Na Área de Proteção Ambiental do Rio Negro, no Amazonas, a Comunidade Indígena Três Unidos passou a operar uma usina solar que deve reduzir em mais de 35 mil litros por ano o consumo de diesel e evitar cerca de 111 toneladas anuais de CO₂.

Beneficiando aproximadamente 45 famílias, a iniciativa substitui parte da dependência de geradores movidos a combustível por uma fonte de energia limpa, mais silenciosa e com maior estabilidade para atender necessidades domésticas, serviços comunitários e atividades econômicas locais.

Viabilizado com recursos do Ministério Federal do Meio Ambiente da Alemanha, o sistema recebeu apoio da Iniciativa Internacional para o Clima, a IKI, e da agência de cooperação alemã GIZ, dentro de uma agenda voltada a soluções climáticas em territórios tradicionais.

A execução ficou sob responsabilidade da Fundação Amazônia Sustentável, com gestão da Secretaria de Estado do Meio Ambiente do Amazonas, em uma articulação que reuniu cooperação internacional, organização socioambiental e poder público estadual.

Durante visita realizada em 22 de maio de 2026, a inauguração oficial reuniu jornalistas, lideranças indígenas, moradores e representantes das instituições envolvidas, em uma agenda que saiu da Marina do Davi, em Manaus, rumo à região do baixo Rio Negro.

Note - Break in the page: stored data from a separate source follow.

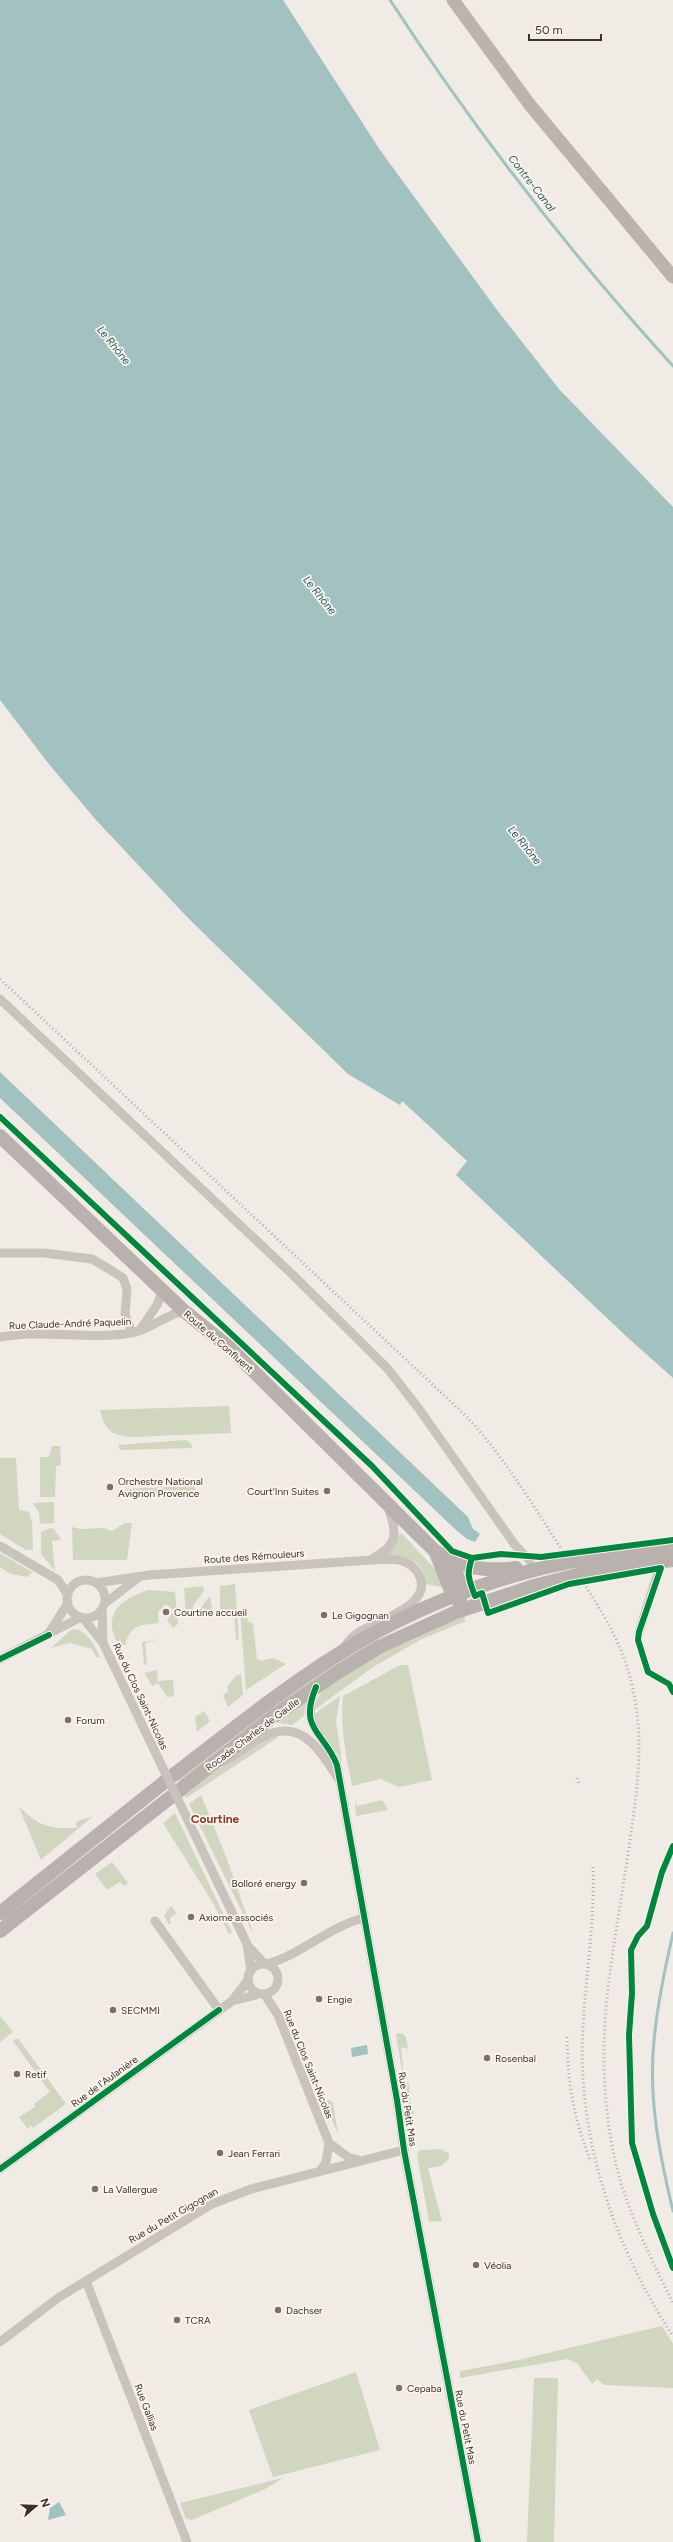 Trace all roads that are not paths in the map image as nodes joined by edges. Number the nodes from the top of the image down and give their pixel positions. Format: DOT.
graph roads {
  1 [pos="453,0"];
  2 [pos="630,227"];
  3 [pos="673,271"];
  4 [pos="673,277"];
  5 [pos="0,998"];
  6 [pos="0,1136"];
  7 [pos="0,1253"];
  8 [pos="163,1290"];
  9 [pos="184,1311"];
  10 [pos="136,1332"];
  11 [pos="0,1337"];
  12 [pos="387,1504"];
  13 [pos="0,1546"];
  14 [pos="673,1550"];
  15 [pos="435,1551"];
  16 [pos="371,1560"];
  17 [pos="449,1560"];
  18 [pos="667,1560"];
  19 [pos="535,1565"];
  20 [pos="139,1577"];
  21 [pos="58,1580"];
  22 [pos="79,1582"];
  23 [pos="96,1583"];
  24 [pos="458,1596"];
  25 [pos="68,1599"];
  26 [pos="478,1604"];
  27 [pos="103,1607"];
  28 [pos="82,1617"];
  29 [pos="639,1632"];
  30 [pos="48,1635"];
  31 [pos="103,1643"];
  32 [pos="379,1647"];
  33 [pos="339,1654"];
  34 [pos="0,1659"];
  35 [pos="316,1687"];
  36 [pos="202,1771"];
  37 [pos="338,1780"];
  38 [pos="0,1913"];
  39 [pos="363,1918"];
  40 [pos="155,1921"];
  41 [pos="0,1930"];
  42 [pos="247,1944"];
  43 [pos="293,1955"];
  44 [pos="266,1964"];
  45 [pos="251,1971"];
  46 [pos="278,1976"];
  47 [pos="248,1980"];
  48 [pos="262,1994"];
  49 [pos="232,2001"];
  50 [pos="219,2010"];
  51 [pos="329,2143"];
  52 [pos="404,2150"];
  53 [pos="360,2160"];
  54 [pos="0,2168"];
  55 [pos="321,2170"];
  56 [pos="86,2281"];
  57 [pos="0,2342"];
  58 [pos="187,2542"];
  59 [pos="478,2542"];
  1 -- 2 [label="main road"];
  2 -- 3 [label="main road"];
  2 -- 4 [label="main road"];
  5 -- 19 [label="street"];
  6 -- 8 [label="main road, Route du Confluent"];
  7 -- 10 [label="street"];
  8 -- 9 [label="main road, Route du Confluent"];
  8 -- 10 [label="street, Rue Claude-André Paquelin"];
  9 -- 10 [label="street, Rue Claude-André Paquelin"];
  9 -- 12 [label="main road, Route du Confluent"];
  10 -- 11 [label="street, Rue Claude-André Paquelin"];
  12 -- 15 [label="main road, Route du Confluent"];
  12 -- 16 [label="street"];
  13 -- 21 [label="street"];
  14 -- 19 [label="main road, Rocade Charles de Gaulle"];
  15 -- 17 [label="main road"];
  15 -- 24 [label="main road"];
  16 -- 20 [label="street, Route des Rémouleurs"];
  16 -- 33 [label="street, Route des Rémouleurs"];
  17 -- 19 [label="main road"];
  17 -- 24 [label="main road"];
  18 -- 26 [label="main road, Rocade Charles de Gaulle"];
  18 -- 29 [label="street"];
  19 -- 24 [label="main road, Rocade Charles de Gaulle"];
  20 -- 23 [label="street, Route des Rémouleurs"];
  20 -- 27 [label="street"];
  21 -- 22 [label="street"];
  21 -- 25 [label="street"];
  22 -- 23 [label="street"];
  22 -- 25 [label="street"];
  23 -- 27 [label="street"];
  24 -- 26 [label="main road"];
  24 -- 32 [label="main road"];
  24 -- 33 [label="main road, Rocade Charles de Gaulle"];
  25 -- 28 [label="street"];
  25 -- 30 [label="street"];
  26 -- 32 [label="main road, Rocade Charles de Gaulle"];
  27 -- 28 [label="street"];
  27 -- 31 [label="street, Rue du Clos Saint-Nicolas"];
  28 -- 30 [label="street"];
  28 -- 31 [label="street, Rue du Clos Saint-Nicolas"];
  30 -- 34 [label="street"];
  31 -- 42 [label="street, Rue du Clos Saint-Nicolas, bridge"];
  32 -- 35 [label="main road, Rocade Charles de Gaulle"];
  33 -- 38 [label="main road, Rocade Charles de Gaulle"];
  35 -- 36 [label="main road, Rocade Charles de Gaulle"];
  35 -- 37 [label="street, Rue du Petit Mas"];
  36 -- 37 [label="street"];
  36 -- 41 [label="main road, Rocade Charles de Gaulle"];
  37 -- 39 [label="street, Rue du Petit Mas"];
  39 -- 43 [label="street"];
  39 -- 52 [label="street, Rue du Petit Mas"];
  40 -- 50 [label="street"];
  42 -- 44 [label="street"];
  42 -- 45 [label="street"];
  43 -- 44 [label="street"];
  43 -- 46 [label="street"];
  44 -- 45 [label="street"];
  44 -- 46 [label="street"];
  45 -- 47 [label="street"];
  46 -- 48 [label="street"];
  47 -- 48 [label="street"];
  47 -- 49 [label="street, Rue de l'Aulanière"];
  48 -- 49 [label="street, Rue de l'Aulanière"];
  48 -- 51 [label="street, Rue du Clos Saint-Nicolas"];
  49 -- 50 [label="street, Rue de l'Aulanière"];
  50 -- 54 [label="street, Rue de l'Aulanière"];
  51 -- 53 [label="street"];
  51 -- 55 [label="street"];
  52 -- 53 [label="street, Rue du Petit Gigognan"];
  52 -- 59 [label="street, Rue du Petit Mas"];
  53 -- 55 [label="street, Rue du Petit Gigognan"];
  55 -- 56 [label="street, Rue du Petit Gigognan"];
  56 -- 57 [label="street, Rue du Petit Gigognan"];
  56 -- 58 [label="street, Rue Gallias"];
}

Energia solar reduz dependência do diesel na Amazônia

Até a chegada da nova estrutura, o fornecimento de eletricidade dependia do acionamento de geradores a diesel, equipamentos que aumentam custos, produzem ruído e impõem limites ao funcionamento de comunidades isoladas ao longo da Amazônia.

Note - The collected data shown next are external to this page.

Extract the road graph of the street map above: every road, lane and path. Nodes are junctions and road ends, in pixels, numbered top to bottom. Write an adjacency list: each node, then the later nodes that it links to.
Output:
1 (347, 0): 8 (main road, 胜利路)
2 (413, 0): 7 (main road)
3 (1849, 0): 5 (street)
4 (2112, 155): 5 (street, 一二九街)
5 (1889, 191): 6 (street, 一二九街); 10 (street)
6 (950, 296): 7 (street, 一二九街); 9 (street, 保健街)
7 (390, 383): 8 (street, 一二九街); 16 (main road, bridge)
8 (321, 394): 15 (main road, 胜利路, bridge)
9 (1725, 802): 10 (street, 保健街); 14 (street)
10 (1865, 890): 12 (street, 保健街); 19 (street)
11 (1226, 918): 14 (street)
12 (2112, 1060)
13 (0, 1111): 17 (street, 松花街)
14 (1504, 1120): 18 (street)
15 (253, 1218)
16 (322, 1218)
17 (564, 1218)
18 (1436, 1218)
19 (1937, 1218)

Com a usina fotovoltaica em operação, Três Unidos passa a contar com uma alternativa mais previsível para manter atividades domésticas, serviços coletivos e iniciativas produtivas sem depender integralmente da compra e do transporte de combustível.

Esse avanço altera diretamente a logística local, já que o diesel usado nos geradores precisa ser adquirido, levado por via fluvial e armazenado em uma região onde deslocamentos podem encarecer qualquer etapa do abastecimento.

Em áreas distantes dos centros urbanos, a dependência do combustível costuma deixar famílias mais vulneráveis a aumentos de preço, falhas no transporte e restrições de circulação, especialmente quando a energia é essencial para serviços básicos.

Além da economia prevista, a instalação reduz emissões associadas à queima de diesel, um dos impactos ambientais mais imediatos da substituição gradual da geração fóssil por uma fonte renovável dentro do território comunitário.

Usina solar em aldeia indígena no Amazonas reduz 35 mil litros de diesel, corta emissões de CO₂ e melhora a rotina de famílias locais.
Usina solar em aldeia indígena no Amazonas reduz 35 mil litros de diesel, corta emissões de CO₂ e melhora a rotina de famílias locais.

Segundo dados divulgados pela IKI Brasil e pela FAS, a estimativa é que a usina evite aproximadamente 111 toneladas de dióxido de carbono por ano, volume relacionado ao consumo de combustível que deixará de ocorrer.

Comunidade Kambeba ganha reforço para serviços e renda

A energia gerada deve atender moradias, espaços coletivos e empreendimentos comunitários, ampliando a estrutura disponível para atividades que dependem de iluminação, refrigeração, comunicação e funcionamento regular de equipamentos básicos.

Levantamento publicado pelo jornal A Crítica aponta que a estrutura beneficia 50 moradias e seis equipamentos locais, entre eles escolas municipal e estadual, posto de saúde, centro social, igreja e o Núcleo de Inovação e Educação para o Desenvolvimento Sustentável Assy Manana.

Na rotina da comunidade, a eletricidade contínua melhora a conservação de alimentos, favorece o uso de computadores e reduz a necessidade de soluções improvisadas para manter serviços essenciais funcionando em diferentes períodos do dia.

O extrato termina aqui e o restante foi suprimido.